We conduct case study for prostate cancer to test the performance of BiWalkLDA in predicting new lncRNA for a certain disease. Prostate cancer (PC) is the most commonly diagnosed malignancy and the third leading cause of cancer death among men in developed countries. Predicting prostate cancer related lncRNA will help us to understand the mechanism of prostate cancer and provide a high probability set of candidate lncRNA for scientist. We use dataset3 to make prediction and confirm the result by searching related paper. Prediction results of the BiwalkLDA are showed in Table 3. It can see that eight prostate cancer-related lncRNA(H19, MALAT1, HOTAIR, MEG3, PVT1, GAS5, NEAT1, UCA1) in the top ten candidates have been confirmed by previous studies.

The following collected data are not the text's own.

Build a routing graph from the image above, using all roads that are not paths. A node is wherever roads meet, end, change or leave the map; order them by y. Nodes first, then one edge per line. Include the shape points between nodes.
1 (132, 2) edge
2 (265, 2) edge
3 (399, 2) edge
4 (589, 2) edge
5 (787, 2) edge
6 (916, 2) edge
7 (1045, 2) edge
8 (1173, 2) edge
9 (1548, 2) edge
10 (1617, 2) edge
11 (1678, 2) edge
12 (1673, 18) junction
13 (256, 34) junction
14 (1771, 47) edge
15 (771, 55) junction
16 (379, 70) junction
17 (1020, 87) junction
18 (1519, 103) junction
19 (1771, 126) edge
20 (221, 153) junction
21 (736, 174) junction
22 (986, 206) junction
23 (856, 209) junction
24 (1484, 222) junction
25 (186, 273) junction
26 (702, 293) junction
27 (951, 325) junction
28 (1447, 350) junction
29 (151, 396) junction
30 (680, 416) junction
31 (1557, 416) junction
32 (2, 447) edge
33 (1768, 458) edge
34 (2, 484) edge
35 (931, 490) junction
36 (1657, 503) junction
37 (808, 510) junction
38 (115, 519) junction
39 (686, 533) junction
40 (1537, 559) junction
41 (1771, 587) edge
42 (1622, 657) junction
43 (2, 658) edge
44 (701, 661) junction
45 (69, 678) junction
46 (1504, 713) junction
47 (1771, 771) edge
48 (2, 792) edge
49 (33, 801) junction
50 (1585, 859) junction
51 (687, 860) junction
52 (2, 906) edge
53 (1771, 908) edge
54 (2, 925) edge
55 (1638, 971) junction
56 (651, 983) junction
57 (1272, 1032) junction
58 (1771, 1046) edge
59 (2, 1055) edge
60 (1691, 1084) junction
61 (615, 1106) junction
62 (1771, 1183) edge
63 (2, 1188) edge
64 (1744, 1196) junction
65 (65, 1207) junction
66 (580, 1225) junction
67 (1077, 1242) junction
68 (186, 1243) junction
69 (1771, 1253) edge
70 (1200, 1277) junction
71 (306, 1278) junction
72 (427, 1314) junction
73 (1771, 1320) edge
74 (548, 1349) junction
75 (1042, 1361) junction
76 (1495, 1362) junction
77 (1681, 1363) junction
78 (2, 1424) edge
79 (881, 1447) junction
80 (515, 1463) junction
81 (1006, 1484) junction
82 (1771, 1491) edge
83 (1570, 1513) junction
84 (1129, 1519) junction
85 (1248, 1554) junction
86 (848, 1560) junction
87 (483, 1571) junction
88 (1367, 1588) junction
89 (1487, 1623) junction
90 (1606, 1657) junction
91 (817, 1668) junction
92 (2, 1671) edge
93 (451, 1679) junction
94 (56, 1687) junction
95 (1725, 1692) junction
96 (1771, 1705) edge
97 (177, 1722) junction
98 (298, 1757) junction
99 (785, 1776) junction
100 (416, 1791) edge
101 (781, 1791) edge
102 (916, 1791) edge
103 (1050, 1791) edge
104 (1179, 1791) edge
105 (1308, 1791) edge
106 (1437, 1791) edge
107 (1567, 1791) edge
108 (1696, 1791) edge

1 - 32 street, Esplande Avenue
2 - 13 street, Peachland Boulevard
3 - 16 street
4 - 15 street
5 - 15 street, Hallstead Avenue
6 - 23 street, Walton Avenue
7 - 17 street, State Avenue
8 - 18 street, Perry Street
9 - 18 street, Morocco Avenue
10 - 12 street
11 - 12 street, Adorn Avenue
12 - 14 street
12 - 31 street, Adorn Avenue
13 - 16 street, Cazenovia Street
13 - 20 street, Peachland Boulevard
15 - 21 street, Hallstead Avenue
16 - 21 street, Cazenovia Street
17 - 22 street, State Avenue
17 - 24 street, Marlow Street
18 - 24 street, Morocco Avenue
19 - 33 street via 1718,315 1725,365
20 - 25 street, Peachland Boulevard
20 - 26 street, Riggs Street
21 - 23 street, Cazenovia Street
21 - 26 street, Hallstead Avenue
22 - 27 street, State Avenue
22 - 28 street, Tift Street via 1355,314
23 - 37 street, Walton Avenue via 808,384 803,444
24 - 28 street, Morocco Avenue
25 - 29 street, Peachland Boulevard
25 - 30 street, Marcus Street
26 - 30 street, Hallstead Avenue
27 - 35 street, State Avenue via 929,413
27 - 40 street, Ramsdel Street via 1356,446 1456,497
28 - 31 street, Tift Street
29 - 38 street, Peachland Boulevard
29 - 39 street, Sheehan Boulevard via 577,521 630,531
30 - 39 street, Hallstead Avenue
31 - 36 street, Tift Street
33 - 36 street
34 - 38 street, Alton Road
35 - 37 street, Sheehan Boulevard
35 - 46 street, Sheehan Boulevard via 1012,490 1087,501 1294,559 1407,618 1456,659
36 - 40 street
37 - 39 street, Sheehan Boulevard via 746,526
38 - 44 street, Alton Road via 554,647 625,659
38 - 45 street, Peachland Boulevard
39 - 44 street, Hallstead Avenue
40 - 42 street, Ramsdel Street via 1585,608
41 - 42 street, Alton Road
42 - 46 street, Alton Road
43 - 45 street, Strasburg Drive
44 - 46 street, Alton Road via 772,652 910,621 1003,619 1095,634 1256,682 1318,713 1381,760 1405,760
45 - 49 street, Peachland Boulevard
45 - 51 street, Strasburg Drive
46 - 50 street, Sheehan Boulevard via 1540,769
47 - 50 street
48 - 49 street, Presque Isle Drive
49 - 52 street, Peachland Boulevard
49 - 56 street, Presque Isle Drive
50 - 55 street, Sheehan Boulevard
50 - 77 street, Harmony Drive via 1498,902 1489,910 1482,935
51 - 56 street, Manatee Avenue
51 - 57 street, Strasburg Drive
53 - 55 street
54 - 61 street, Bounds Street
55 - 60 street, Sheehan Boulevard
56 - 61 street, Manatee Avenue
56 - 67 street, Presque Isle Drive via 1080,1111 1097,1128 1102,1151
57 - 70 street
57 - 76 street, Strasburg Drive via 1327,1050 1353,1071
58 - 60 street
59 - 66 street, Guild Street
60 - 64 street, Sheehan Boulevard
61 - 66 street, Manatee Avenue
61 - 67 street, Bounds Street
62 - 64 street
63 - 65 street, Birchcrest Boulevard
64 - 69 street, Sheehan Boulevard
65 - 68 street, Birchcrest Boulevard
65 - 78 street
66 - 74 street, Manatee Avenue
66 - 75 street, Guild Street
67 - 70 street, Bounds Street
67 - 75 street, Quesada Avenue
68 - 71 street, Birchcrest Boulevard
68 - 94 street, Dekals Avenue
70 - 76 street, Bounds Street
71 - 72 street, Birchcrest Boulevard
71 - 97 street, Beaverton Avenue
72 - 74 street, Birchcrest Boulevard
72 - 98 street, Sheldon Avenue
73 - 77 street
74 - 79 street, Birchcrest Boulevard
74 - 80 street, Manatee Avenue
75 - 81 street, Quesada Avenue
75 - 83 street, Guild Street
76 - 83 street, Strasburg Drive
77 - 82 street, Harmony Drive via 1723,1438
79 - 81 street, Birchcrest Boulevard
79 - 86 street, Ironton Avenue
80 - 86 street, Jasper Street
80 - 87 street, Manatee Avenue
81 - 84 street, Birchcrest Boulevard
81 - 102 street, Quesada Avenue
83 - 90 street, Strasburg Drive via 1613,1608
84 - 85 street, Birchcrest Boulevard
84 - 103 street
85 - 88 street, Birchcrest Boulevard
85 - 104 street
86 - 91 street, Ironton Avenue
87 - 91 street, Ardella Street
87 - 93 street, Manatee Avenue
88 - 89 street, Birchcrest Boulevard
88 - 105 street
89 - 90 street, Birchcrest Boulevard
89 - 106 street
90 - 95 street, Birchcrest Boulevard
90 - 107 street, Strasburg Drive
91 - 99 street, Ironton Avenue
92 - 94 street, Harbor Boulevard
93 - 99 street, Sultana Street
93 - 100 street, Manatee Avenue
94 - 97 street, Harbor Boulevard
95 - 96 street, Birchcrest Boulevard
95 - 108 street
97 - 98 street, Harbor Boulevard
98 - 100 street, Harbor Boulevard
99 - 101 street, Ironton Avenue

Long non-coding RNA H19 and H19-derived microRNA-675(miR-675) were significantly down-regulated in the metastatic prostate cancer cell line M12 compared with the non-meta-static prostate epithelial cell line P69 [22]. MALAT1 was up-regulated in human prostate cancer tissues and cell line [23]. HOTAIR as an androgen-repressed lncRNA is markedly up-regulated following androgen deprivation therapies and in castration-resistant prostate cancer [4]. MEG3 decreased significantly in prostate cancer tissues relative to adjacent normal tissues [24]. Region surrounding rs378854 which is identified as a novel function prostate cancer-specific genetic variant interacts with the MYC and PVT1 promoters [25]. GAS5 promotes the apoptosis of prostate cell, and exonic sequence, i.e. GAS5 lncRNA, is sufficient to mediate this activity [26]. Nuclear enriched abundant transcript 1 (NEAT1) was identified as the most significantly over-expressed lncRNA in prostate cancer by using a combination of chromatin immunoprecipitation (ChIP) and RNA-sequencing data [27]. UCA1 was abnormally up-regulated in tumor tissues from prostate cancer patients and patients with high UCA1 levels had a significantly poorer prognosis [28]. Successful predictions for prostate cancer prove that BiWalkLDA can help us to find new relationships between lncRNA and disease base on historical data.

Table 3 Top ten reported lncRNAs for prostate cancer


Many recent studies suggest that lncRNAs are strongly associated with various complex human diseases and they play important roles in the gene expression regulation and post-transcription modification. Predicting lncRNA-disease association can help understand the biological mechanism of disease and reduce the cost of experimental verification. However, discovering the relationship between lncRNA and disease by means of computational model is still a very challenging problem. Therefore, the development of computational tools is much in demand. Although many computational models have been proposed. Their prediction accuracy still has a lot of room to improve. To improve the performance of existing algorithms, we present a novel algorithm, BiwalkLDA based on bi-random walks for the prediction of lncRNA-disease associations. It integrates gene ontology and interaction profile data together to calculate disease similarity, to solve the cold-start problem by using the local structure of lncRNAs neighbors information. Four the-state-of-art computational methods and BiwalkLDA are applied to predict lncRNA-disease associations on three different datasets. Results show that BiwalkLDA is superior to every other existing algorithms in terms of both accuracy and recall. There are still many problems to be dealt with. Existing models are based on small-scale datasets. Although algorithms can achieve high accuracy, their results are often repetitive. If the dataset is too large, the existing algorithms can not be applied to large-scale data. In future work, we will consider to develop more effective algorithm to solve this problem.